Furthermore, the outcome and treatment variables are microcephaly and
zika. The selection probability is specified since the other variables
are restricted to those subjects with \(I_S=1\). The output is the lower and upper
GAF bounds, which are 0.01 and 147.42 in the zika example. If the raw
data is not available, one can input the conditional probabilities
instead, similar to the AF bound.
CAFbound()
The CAF bound is calculated using the function
CAFbound()
. The first argument is the causal estimand of
interest ("RR_tot"
, "RD_tot"
,
"RR_sub"
or "RD_sub"
). The second and third
arguments are M
and m
which are the two
sensitivity parameters for the CAF bound. The fourth argument is
outcome
, where the user inputs either the observed numeric
vector with the outcome variable or a vector with the conditional
outcome probabilities, \(P(Y=1|T=1,I_S=1)\) and \(P(Y=1|T=0,I_S=1)\). The fifth argument is
treatment
, where the user inputs either the observed
numeric vector with the treatment variable or a vector with the
conditional treatment probabilities, \(P(T=1|I_S=1)\) and \(P(T=0|I_S=1)\). The sixth argument is
selection
where the user can either input the observed
selection vector or selection probability. Its default value is
NULL
since it is only required when the causal estimands in
the total population are of interest.
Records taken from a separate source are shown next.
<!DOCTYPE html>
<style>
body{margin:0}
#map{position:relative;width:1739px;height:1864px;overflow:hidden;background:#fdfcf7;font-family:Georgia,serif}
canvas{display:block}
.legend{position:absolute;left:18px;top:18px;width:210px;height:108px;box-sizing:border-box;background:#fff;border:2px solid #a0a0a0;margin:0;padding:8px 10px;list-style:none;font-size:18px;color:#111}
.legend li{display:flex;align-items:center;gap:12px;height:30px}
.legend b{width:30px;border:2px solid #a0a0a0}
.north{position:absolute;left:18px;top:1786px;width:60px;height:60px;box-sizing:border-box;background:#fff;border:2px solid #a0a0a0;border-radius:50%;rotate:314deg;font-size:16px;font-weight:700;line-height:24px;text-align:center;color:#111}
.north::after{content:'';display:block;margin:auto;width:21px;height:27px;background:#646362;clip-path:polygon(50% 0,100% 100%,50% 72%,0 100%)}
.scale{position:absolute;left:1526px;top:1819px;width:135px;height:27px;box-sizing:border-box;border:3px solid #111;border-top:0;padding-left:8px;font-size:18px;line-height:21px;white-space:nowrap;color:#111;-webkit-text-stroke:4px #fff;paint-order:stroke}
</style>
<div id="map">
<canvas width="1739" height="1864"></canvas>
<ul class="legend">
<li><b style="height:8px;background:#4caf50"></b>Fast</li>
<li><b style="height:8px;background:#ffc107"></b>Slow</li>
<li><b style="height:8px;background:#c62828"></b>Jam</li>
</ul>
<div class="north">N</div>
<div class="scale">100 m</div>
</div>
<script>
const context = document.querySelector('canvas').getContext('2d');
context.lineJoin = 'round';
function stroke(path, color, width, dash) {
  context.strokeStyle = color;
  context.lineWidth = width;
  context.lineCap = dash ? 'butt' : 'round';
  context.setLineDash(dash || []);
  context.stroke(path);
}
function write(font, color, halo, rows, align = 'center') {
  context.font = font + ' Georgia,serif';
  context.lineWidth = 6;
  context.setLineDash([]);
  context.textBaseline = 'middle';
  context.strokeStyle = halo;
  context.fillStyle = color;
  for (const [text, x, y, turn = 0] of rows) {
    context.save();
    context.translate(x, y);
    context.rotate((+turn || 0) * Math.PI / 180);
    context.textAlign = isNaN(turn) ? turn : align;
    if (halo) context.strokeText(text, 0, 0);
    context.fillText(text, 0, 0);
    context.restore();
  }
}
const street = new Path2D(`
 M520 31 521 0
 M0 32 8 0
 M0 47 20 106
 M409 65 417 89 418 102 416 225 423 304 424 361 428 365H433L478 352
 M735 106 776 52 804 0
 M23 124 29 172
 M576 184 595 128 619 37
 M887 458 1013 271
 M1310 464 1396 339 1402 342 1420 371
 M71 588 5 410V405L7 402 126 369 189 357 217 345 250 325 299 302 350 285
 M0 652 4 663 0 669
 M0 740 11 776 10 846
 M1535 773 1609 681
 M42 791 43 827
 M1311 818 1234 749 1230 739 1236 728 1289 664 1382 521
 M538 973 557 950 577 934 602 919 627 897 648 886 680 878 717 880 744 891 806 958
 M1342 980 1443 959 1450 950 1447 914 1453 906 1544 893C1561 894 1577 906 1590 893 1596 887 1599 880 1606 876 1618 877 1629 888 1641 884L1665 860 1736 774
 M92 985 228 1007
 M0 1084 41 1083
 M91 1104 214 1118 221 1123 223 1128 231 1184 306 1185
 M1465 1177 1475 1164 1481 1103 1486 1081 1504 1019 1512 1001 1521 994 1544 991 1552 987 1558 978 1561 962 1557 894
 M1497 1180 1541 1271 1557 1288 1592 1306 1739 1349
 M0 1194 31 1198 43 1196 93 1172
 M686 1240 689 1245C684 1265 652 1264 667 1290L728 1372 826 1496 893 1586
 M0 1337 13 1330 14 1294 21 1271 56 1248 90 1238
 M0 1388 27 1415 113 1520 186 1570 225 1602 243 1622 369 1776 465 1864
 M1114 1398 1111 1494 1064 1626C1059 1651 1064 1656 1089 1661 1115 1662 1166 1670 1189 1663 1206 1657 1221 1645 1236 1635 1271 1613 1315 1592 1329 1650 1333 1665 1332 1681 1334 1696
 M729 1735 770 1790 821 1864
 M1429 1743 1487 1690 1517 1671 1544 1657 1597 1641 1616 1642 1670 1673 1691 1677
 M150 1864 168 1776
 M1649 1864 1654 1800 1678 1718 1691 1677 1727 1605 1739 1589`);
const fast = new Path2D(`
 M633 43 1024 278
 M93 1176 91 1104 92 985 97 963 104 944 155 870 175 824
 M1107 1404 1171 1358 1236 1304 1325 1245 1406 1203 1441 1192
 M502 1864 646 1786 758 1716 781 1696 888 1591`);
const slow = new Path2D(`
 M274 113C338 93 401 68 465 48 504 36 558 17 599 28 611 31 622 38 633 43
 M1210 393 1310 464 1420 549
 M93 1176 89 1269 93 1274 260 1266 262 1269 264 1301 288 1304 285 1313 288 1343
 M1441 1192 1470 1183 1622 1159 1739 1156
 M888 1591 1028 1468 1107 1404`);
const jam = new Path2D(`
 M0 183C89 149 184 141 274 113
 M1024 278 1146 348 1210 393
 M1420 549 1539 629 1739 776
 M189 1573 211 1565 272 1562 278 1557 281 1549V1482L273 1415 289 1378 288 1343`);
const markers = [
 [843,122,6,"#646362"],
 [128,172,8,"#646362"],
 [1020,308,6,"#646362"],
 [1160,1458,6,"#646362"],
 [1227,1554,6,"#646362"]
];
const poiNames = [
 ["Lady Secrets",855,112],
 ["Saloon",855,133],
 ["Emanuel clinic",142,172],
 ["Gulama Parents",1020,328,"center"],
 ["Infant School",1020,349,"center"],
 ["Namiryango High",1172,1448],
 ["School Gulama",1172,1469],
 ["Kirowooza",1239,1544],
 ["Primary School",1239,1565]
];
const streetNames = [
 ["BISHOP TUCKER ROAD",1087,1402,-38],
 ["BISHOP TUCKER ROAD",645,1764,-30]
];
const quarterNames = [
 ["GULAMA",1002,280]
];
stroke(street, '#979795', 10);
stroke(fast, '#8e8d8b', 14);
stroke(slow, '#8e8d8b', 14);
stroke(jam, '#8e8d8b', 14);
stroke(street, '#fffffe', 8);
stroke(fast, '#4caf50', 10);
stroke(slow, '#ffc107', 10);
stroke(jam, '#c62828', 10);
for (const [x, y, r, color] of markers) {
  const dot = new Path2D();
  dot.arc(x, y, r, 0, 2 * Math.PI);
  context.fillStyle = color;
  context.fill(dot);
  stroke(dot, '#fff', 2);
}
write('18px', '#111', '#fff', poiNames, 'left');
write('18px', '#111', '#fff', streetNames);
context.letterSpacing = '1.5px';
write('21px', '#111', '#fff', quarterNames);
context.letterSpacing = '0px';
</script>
If the subpopulation is of
interest and selection = NULL
, the outcome and treatment
vectors must only include the selected subjects. The output is the lower
and upper CAF bounds. The code and output are:
CAFbound(whichEst = "RR_tot",
M = 0.3,
m = 0.005,
outcome = c(0.286, 0.004),
treatment = c(0.002, 0.998),
selection = mean(sel_ind))
#> [,1] [,2]
#> [1,] "CAF lower bound" 0.04
#> [2,] "CAF upper bound" 67.78
Similar to before, whichEst = "RR_tot"
. The sensitivity
parameters are chosen by the user. Furthermore, the outcome and
treatment variables are microcephaly and zika. The selection probability
is specified since other variables are restricted to those subjects with
\(I_S=1\). The output is the lower and
upper CAF bounds, which are 0.04 and 67.78 in the zika example. If the
raw data is not available, one can input the conditional probabilities
instead, similar to the AF and GAF bounds.